▸ **Task input**:
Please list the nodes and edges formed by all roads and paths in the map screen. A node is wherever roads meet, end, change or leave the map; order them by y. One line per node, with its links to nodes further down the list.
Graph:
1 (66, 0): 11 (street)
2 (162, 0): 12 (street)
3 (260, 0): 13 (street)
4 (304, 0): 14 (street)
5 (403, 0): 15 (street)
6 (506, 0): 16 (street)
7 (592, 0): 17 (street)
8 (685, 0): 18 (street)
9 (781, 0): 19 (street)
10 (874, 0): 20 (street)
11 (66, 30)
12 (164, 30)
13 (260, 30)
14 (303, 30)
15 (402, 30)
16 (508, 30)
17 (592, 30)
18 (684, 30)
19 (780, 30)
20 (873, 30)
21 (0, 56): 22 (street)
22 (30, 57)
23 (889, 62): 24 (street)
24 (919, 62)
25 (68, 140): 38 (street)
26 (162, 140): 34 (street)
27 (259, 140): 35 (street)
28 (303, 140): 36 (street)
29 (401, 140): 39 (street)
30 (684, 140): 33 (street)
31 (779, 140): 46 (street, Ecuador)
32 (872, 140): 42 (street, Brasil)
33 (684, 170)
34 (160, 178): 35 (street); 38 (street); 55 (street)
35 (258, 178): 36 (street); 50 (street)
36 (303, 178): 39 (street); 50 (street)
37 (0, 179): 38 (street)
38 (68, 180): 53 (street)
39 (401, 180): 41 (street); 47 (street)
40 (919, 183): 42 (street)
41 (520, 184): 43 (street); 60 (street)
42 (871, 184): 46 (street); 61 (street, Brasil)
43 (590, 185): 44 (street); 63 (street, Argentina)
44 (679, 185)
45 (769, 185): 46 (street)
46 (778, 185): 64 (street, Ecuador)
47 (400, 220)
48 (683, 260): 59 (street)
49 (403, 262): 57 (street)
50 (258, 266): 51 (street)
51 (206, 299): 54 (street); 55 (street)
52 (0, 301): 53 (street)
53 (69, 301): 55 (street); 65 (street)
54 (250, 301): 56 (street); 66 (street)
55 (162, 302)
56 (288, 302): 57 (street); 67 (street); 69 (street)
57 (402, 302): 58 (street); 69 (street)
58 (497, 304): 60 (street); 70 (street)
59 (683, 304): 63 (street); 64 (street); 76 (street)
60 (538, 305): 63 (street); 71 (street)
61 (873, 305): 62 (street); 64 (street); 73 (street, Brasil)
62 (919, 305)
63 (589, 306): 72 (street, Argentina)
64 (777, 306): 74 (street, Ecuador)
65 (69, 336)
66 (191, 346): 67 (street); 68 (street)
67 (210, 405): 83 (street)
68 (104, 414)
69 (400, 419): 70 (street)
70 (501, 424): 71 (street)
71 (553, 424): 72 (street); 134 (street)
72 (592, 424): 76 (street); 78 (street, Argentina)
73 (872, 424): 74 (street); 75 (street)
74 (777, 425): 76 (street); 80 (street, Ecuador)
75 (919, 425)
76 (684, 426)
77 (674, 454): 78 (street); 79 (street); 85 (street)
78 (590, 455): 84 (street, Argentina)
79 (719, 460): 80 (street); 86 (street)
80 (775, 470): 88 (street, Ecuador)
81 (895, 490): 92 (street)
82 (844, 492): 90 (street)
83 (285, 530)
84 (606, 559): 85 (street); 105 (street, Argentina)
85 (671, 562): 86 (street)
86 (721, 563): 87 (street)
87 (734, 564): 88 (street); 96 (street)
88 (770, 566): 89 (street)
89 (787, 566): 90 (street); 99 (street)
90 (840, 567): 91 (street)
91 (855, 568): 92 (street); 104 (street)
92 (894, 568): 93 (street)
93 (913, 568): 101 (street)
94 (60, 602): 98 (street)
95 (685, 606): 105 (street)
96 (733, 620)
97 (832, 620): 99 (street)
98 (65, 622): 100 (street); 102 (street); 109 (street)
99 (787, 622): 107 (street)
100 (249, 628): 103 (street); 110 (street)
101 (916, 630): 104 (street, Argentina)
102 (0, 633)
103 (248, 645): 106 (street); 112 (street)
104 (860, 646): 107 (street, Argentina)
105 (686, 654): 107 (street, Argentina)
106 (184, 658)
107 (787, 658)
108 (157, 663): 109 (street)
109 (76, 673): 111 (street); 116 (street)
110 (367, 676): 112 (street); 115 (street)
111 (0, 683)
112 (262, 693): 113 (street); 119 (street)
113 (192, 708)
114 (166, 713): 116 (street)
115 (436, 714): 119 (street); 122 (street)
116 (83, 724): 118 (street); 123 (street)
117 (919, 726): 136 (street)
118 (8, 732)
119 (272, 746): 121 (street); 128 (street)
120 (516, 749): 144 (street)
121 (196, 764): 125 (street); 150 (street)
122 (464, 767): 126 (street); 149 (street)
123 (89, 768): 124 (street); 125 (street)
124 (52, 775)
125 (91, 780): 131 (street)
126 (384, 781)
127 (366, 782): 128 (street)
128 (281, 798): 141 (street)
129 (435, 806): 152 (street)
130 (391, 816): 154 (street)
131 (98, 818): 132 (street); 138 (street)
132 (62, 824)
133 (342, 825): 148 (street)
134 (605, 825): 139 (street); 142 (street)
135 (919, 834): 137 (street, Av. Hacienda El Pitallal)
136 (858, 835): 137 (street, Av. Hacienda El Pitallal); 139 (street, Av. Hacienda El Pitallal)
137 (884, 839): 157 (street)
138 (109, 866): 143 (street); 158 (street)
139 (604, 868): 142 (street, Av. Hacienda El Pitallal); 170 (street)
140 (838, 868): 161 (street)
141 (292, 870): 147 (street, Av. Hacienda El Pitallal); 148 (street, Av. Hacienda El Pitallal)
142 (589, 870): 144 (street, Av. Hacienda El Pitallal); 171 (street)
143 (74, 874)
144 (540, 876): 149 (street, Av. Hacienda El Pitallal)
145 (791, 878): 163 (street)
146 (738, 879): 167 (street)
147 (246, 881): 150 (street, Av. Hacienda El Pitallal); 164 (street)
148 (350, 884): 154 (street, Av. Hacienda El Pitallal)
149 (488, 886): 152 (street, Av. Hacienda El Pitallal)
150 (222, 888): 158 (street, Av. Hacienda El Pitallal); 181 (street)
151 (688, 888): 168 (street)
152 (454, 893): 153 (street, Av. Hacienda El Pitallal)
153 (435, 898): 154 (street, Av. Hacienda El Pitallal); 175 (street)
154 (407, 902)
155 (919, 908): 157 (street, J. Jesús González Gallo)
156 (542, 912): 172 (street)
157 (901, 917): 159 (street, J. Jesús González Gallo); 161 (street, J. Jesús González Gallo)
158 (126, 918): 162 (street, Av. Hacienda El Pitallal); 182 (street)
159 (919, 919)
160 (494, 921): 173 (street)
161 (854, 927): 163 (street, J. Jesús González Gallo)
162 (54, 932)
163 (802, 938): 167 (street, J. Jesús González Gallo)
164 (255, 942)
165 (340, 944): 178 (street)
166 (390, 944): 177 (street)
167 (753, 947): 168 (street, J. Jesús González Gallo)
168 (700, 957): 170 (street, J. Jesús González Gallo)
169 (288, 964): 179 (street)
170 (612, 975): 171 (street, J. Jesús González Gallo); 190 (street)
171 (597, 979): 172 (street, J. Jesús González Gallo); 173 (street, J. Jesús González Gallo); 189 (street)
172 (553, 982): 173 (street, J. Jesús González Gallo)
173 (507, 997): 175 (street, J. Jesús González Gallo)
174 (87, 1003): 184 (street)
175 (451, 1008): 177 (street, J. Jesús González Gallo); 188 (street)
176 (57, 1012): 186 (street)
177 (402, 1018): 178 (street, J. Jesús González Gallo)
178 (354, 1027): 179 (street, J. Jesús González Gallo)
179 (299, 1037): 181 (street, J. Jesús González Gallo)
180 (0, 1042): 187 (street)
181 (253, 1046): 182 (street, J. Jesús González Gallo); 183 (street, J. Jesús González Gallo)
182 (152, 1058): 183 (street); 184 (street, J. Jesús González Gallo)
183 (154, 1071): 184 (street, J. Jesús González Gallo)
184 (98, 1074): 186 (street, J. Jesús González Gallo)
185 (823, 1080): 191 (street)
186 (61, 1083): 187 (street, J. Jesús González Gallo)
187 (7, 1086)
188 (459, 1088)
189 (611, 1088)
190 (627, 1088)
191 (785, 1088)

▸ **Task to complete**:
Determine how many lines in the listing above hold "Brasil". Give the number without any other words.

▸ **Worked solution**:
3